YOUR INSTRUCTIONS ▸
Search term "main": copy each line of the records that contains it.

Stored data ▸
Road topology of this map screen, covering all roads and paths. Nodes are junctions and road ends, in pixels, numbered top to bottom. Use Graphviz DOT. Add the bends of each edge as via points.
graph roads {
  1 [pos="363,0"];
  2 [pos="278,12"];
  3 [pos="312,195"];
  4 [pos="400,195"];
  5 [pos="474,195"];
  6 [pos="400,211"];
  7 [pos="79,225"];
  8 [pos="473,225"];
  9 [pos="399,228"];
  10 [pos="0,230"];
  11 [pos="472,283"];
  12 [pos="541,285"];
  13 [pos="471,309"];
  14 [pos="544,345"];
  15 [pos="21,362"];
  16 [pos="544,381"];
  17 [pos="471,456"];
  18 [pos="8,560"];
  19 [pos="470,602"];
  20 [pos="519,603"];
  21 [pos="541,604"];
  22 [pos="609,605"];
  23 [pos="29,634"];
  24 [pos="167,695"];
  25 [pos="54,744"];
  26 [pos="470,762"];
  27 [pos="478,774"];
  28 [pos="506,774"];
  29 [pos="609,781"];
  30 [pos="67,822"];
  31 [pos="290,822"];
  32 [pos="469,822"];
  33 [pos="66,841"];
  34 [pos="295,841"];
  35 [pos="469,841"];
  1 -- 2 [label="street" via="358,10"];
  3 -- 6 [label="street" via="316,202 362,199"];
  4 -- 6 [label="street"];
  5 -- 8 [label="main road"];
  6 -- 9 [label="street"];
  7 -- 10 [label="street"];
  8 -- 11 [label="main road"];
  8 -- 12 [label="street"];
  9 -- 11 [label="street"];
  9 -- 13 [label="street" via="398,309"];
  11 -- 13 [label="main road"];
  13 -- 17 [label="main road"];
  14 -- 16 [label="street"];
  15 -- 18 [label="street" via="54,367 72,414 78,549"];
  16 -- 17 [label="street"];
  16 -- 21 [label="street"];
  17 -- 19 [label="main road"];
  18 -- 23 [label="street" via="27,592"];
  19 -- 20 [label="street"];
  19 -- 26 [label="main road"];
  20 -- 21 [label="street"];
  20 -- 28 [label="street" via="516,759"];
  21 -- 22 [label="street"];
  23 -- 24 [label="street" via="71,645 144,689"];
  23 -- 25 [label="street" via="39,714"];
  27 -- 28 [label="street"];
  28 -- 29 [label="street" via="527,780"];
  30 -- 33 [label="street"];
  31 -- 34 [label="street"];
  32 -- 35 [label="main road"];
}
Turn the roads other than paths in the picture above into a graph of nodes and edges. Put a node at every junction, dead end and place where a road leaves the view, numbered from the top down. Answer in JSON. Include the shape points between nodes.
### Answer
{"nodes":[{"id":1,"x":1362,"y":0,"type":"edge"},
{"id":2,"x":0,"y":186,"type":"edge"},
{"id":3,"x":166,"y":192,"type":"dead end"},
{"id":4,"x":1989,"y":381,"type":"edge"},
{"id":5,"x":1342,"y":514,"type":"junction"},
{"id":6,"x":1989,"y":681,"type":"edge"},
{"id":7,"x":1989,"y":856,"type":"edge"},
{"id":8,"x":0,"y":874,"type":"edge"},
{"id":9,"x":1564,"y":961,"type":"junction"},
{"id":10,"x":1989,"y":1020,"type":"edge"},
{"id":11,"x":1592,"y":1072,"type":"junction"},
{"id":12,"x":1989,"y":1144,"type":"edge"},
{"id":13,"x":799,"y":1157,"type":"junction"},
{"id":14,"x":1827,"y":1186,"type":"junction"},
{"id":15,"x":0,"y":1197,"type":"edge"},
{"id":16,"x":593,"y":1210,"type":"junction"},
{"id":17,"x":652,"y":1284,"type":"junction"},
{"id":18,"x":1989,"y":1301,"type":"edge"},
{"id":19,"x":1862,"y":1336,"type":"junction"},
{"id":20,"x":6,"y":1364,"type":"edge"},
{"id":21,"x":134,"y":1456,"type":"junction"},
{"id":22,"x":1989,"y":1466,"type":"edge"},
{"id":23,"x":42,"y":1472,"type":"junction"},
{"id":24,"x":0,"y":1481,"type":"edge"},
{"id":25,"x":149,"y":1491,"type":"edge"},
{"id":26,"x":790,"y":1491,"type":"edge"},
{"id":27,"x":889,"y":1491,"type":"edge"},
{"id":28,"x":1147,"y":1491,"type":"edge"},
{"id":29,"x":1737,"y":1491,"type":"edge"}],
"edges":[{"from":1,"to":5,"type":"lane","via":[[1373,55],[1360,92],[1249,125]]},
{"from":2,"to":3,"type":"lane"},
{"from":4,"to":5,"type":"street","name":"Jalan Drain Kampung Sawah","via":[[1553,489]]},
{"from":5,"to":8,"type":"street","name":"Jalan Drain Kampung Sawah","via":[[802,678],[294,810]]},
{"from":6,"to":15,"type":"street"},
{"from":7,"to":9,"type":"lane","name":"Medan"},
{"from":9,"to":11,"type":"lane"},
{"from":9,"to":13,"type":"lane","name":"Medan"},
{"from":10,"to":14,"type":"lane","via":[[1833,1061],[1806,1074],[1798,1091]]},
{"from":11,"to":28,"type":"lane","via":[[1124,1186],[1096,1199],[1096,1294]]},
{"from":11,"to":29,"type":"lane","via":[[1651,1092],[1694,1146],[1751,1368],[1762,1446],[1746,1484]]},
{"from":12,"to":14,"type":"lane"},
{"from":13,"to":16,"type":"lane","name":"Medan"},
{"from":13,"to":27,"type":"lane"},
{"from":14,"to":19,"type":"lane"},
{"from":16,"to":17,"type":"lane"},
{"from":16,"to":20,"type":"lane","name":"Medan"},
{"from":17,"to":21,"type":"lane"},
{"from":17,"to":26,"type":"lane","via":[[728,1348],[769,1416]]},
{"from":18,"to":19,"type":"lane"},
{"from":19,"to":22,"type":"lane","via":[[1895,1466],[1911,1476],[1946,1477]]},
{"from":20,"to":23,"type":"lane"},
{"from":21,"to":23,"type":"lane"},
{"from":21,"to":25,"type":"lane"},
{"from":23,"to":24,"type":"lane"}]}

SOLUTION TO THE EXERCISE ▸
  5 -- 8 [label="main road"];
  8 -- 11 [label="main road"];
  11 -- 13 [label="main road"];
  13 -- 17 [label="main road"];
  17 -- 19 [label="main road"];
  19 -- 26 [label="main road"];
  32 -- 35 [label="main road"];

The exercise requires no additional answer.